START Supplied entries

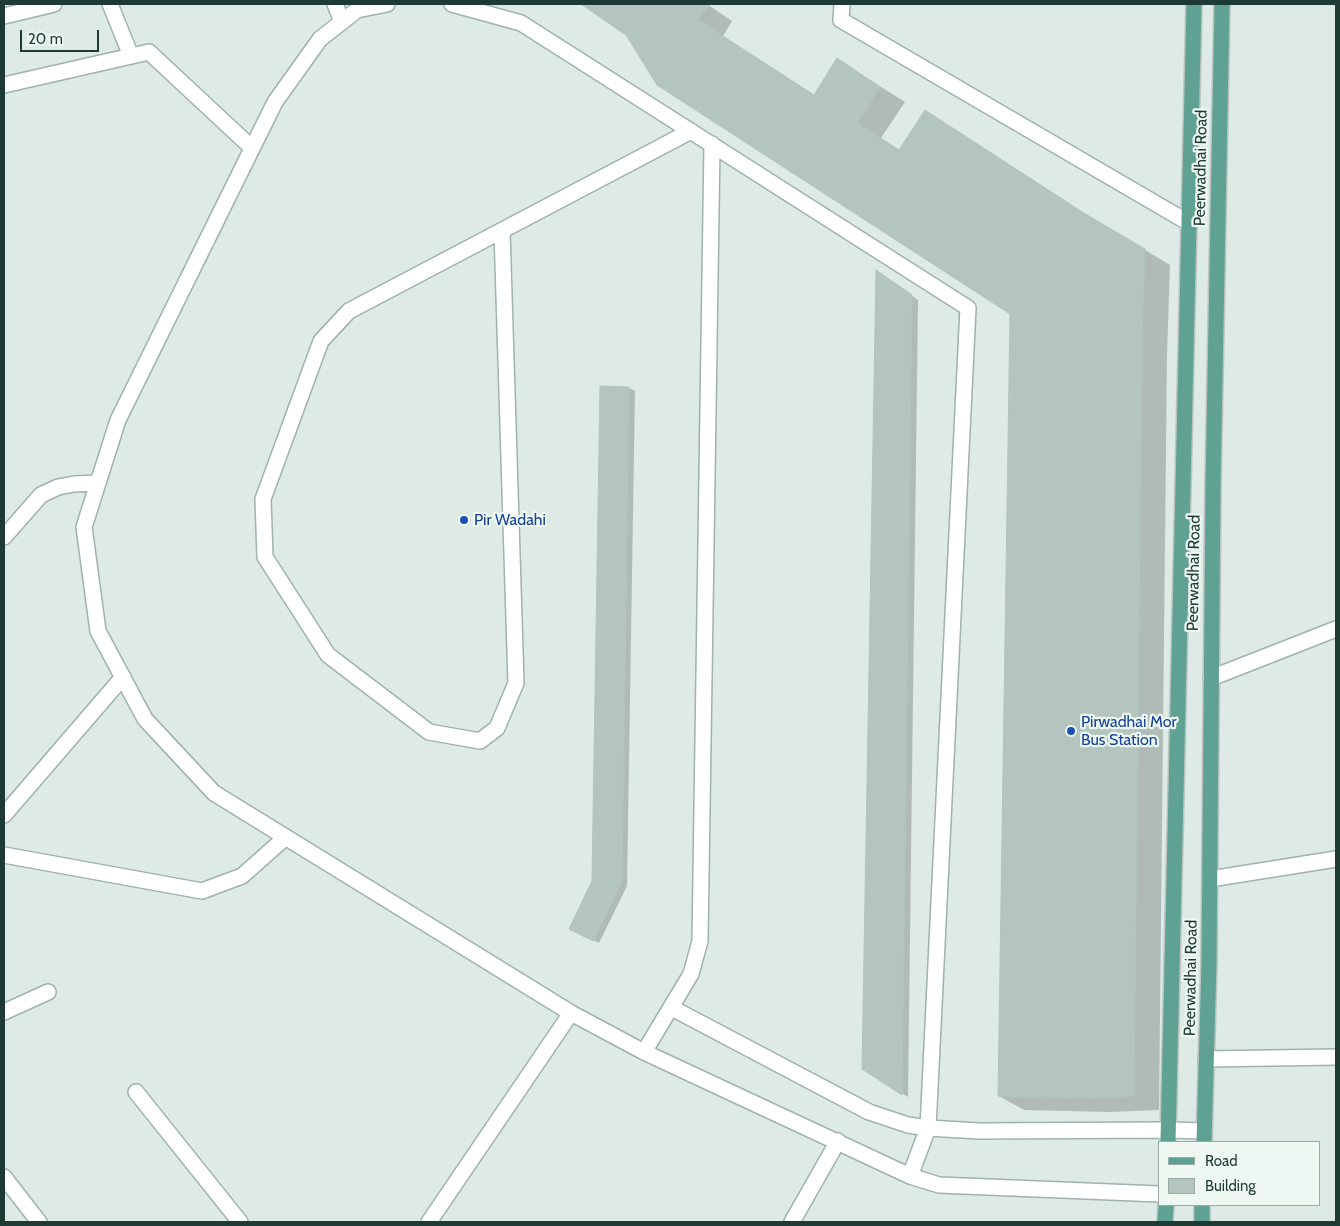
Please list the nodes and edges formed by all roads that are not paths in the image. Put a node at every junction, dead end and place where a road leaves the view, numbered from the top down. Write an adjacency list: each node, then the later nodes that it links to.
1 (54, 4): 9 (street)
2 (110, 4): 11 (street)
3 (335, 4): 10 (street)
4 (387, 4): 10 (street)
5 (452, 4): 13 (street)
6 (842, 4): 16 (street)
7 (1194, 4): 16 (main road)
8 (1222, 4): 22 (main road, Peerwadhai Road)
9 (4, 16)
10 (342, 22): 15 (street)
11 (131, 56): 12 (street); 15 (street)
12 (4, 84)
13 (691, 131): 14 (street); 17 (street)
14 (712, 144): 29 (street); 36 (street)
15 (252, 148): 18 (street)
16 (1189, 223): 37 (main road)
17 (502, 231): 17 (street)
18 (98, 484): 19 (street); 21 (street)
19 (5, 532)
20 (1336, 629): 22 (street)
21 (123, 677): 23 (street); 24 (street)
22 (1211, 678): 27 (main road, Peerwadhai Road)
23 (4, 815)
24 (286, 837): 25 (street); 31 (street)
25 (4, 855)
26 (1336, 858): 27 (street)
27 (1210, 879): 34 (main road, Peerwadhai Road)
28 (48, 992): 30 (street)
29 (672, 1008): 32 (street); 36 (street)
30 (4, 1012)
31 (571, 1013): 32 (street); 47 (street)
32 (644, 1052): 39 (street)
33 (1336, 1057): 34 (street)
34 (1206, 1059): 38 (main road, Peerwadhai Road)
35 (136, 1092): 46 (street)
36 (928, 1128): 37 (street); 40 (street)
37 (1169, 1136): 38 (street)
38 (1204, 1137)
39 (838, 1141): 40 (street); 48 (street)
40 (910, 1176): 42 (street)
41 (4, 1177): 45 (street)
42 (1158, 1194)
43 (1166, 1206): 49 (main road)
44 (1202, 1206): 50 (main road)
45 (39, 1222)
46 (240, 1222)
47 (429, 1222)
48 (792, 1222)
49 (1165, 1222)
50 (1202, 1222)

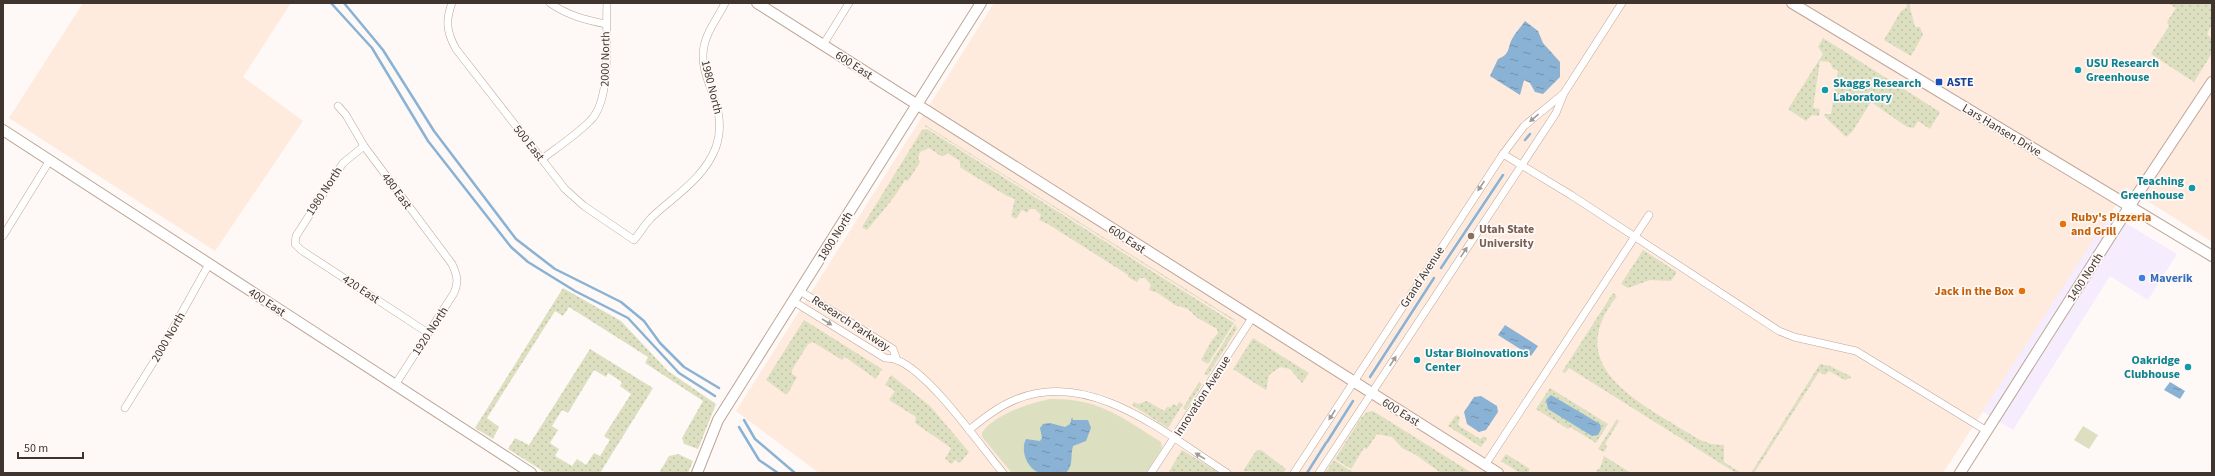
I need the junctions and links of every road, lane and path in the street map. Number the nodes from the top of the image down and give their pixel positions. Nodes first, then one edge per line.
1 (452, 3) edge
2 (550, 3) edge
3 (607, 3) edge
4 (725, 3) edge
5 (757, 3) edge
6 (849, 3) edge
7 (981, 3) edge
8 (1622, 3) edge
9 (1792, 3) edge
10 (606, 24) junction
11 (823, 45) junction
12 (2212, 82) edge
13 (1564, 93) junction
14 (917, 105) junction
15 (338, 106) dead end
16 (3, 130) edge
17 (364, 146) junction
18 (1503, 154) junction
19 (542, 159) junction
20 (50, 160) junction
21 (1522, 165) junction
22 (2129, 207) junction
23 (1649, 215) dead end
24 (3, 236) edge
25 (1635, 236) junction
26 (634, 240) joint
27 (295, 244) joint
28 (2212, 256) edge
29 (209, 264) junction
30 (457, 275) joint
31 (800, 291) junction
32 (794, 301) junction
33 (1252, 318) junction
34 (428, 333) junction
35 (897, 360) junction
36 (1354, 382) junction
37 (395, 385) junction
38 (1372, 393) junction
39 (125, 408) dead end
40 (969, 430) junction
41 (1987, 430) junction
42 (1174, 439) junction
43 (1485, 465) junction
44 (531, 473) edge
45 (697, 473) edge
46 (1003, 473) edge
47 (1151, 473) edge
48 (1227, 473) edge
49 (1294, 473) edge
50 (1320, 473) edge
51 (1498, 473) edge
52 (1960, 473) edge

1 - 19 street, 500 East
2 - 10 street
3 - 10 street, 2000 North
4 - 26 street, 1980 North
5 - 11 street, 600 East
6 - 11 street
7 - 14 street, 1800 North
8 - 13 street, Grand Avenue
9 - 22 street, Lars Hansen Drive
10 - 19 street, 2000 North
11 - 14 street, 600 East
12 - 22 street, 1400 North
13 -> 18 street, Grand Avenue
13 - 21 street, Grand Avenue
14 - 31 street, 1800 North
14 - 33 street, 600 East
15 - 17 street, 480 East
16 - 20 street, 400 East
17 - 27 street, 1980 North
17 - 30 street, 480 East
18 - 21 street
18 -> 36 street, Grand Avenue
19 - 26 street, 500 East
20 - 24 street
20 - 29 street, 400 East
21 - 25 street
38 -> 21 street, Grand Avenue
22 - 28 street, Lars Hansen Drive
22 - 41 street, 1400 North
23 - 25 street
25 - 41 street
25 - 43 street
27 - 34 street, 420 East
29 - 37 street, 400 East
29 - 39 street, 2000 North
30 - 34 street, 1920 North
31 - 32 street, 1800 North
31 - 35 street, Research Parkway
32 -> 35 street, Research Parkway
32 - 45 street, 1800 North
33 - 36 street, 600 East
33 - 42 street, Innovation Avenue
34 - 37 street, 1920 North
35 - 40 street, Research Parkway
36 - 38 street, 600 East
36 -> 49 street, Grand Avenue
37 - 44 street, 400 East
38 - 43 street, 600 East
38 - 50 street, Grand Avenue
40 - 42 street
40 - 46 street, Research Parkway
41 - 52 street, 1400 North
42 - 47 street, Innovation Avenue
48 -> 42 street
43 - 51 street, 600 East

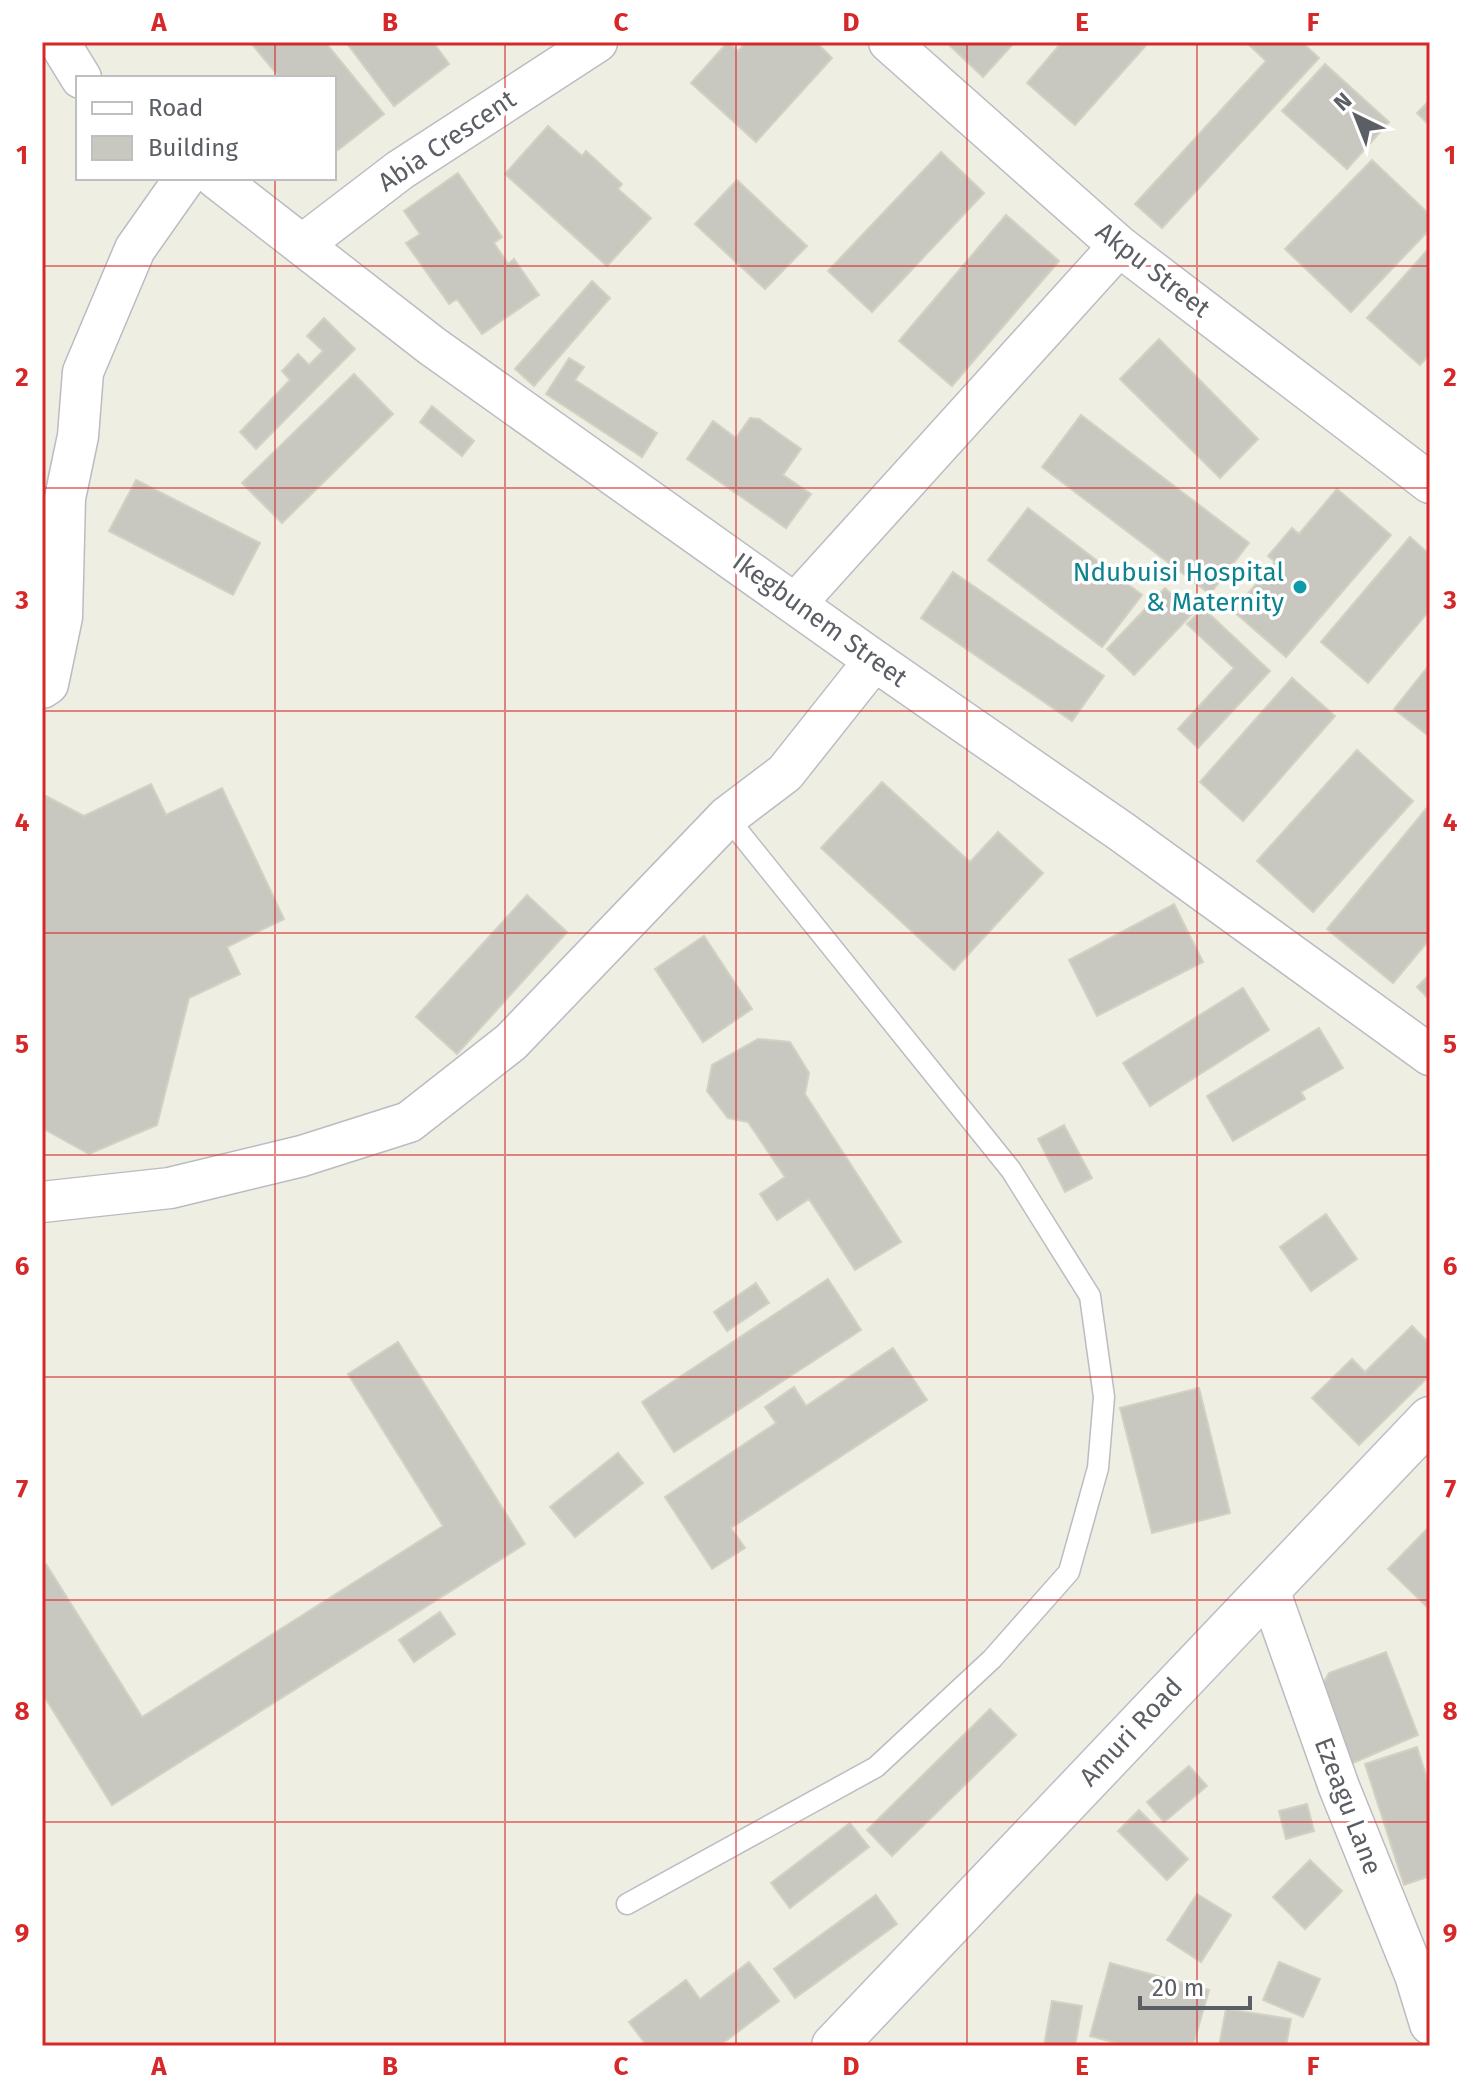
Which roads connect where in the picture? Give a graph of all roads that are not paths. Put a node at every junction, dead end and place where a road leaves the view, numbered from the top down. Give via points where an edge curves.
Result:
1 (597, 42) edge
2 (889, 42) edge
3 (184, 180) edge
4 (219, 180) edge
5 (302, 245) junction
6 (1119, 246) junction
7 (1430, 483) edge
8 (53, 495) edge
9 (797, 602) junction
10 (868, 656) junction
11 (42, 688) edge
12 (727, 817) junction
13 (1430, 1055) edge
14 (42, 1202) edge
15 (1430, 1419) edge
16 (1268, 1587) junction
17 (627, 1904) dead end
18 (1430, 2024) edge
19 (834, 2046) edge

1 - 5 street, Abia Crescent via 400,170
2 - 6 street, Akpu Street
3 - 8 street via 135,249 88,359 78,436
4 - 5 street, Ikegbunem Street
5 - 9 street, Ikegbunem Street via 432,346
6 - 7 street, Akpu Street
6 - 9 street
8 - 11 street via 62,617 48,684
9 - 10 street, Ikegbunem Street
10 - 12 street via 870,666 785,773
10 - 13 street, Ikegbunem Street
12 - 14 street via 511,1042 409,1122 302,1156 170,1188
12 - 17 lane via 1011,1170 1090,1296 1104,1397 1098,1468 1069,1572 992,1659 887,1757
15 - 16 main road, Amuri Road
16 - 18 street, Ezeagu Lane
16 - 19 main road, Amuri Road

END Supplied entries

- **Prompt**:
Restate exactly each line of the data from the one bearing "Which roads connect" to the end, and add nothing.

- **Answer area**:
Which roads connect where in the picture? Give a graph of all roads that are not paths. Put a node at every junction, dead end and place where a road leaves the view, numbered from the top down. Give via points where an edge curves.
Result:
1 (597, 42) edge
2 (889, 42) edge
3 (184, 180) edge
4 (219, 180) edge
5 (302, 245) junction
6 (1119, 246) junction
7 (1430, 483) edge
8 (53, 495) edge
9 (797, 602) junction
10 (868, 656) junction
11 (42, 688) edge
12 (727, 817) junction
13 (1430, 1055) edge
14 (42, 1202) edge
15 (1430, 1419) edge
16 (1268, 1587) junction
17 (627, 1904) dead end
18 (1430, 2024) edge
19 (834, 2046) edge

1 - 5 street, Abia Crescent via 400,170
2 - 6 street, Akpu Street
3 - 8 street via 135,249 88,359 78,436
4 - 5 street, Ikegbunem Street
5 - 9 street, Ikegbunem Street via 432,346
6 - 7 street, Akpu Street
6 - 9 street
8 - 11 street via 62,617 48,684
9 - 10 street, Ikegbunem Street
10 - 12 street via 870,666 785,773
10 - 13 street, Ikegbunem Street
12 - 14 street via 511,1042 409,1122 302,1156 170,1188
12 - 17 lane via 1011,1170 1090,1296 1104,1397 1098,1468 1069,1572 992,1659 887,1757
15 - 16 main road, Amuri Road
16 - 18 street, Ezeagu Lane
16 - 19 main road, Amuri Road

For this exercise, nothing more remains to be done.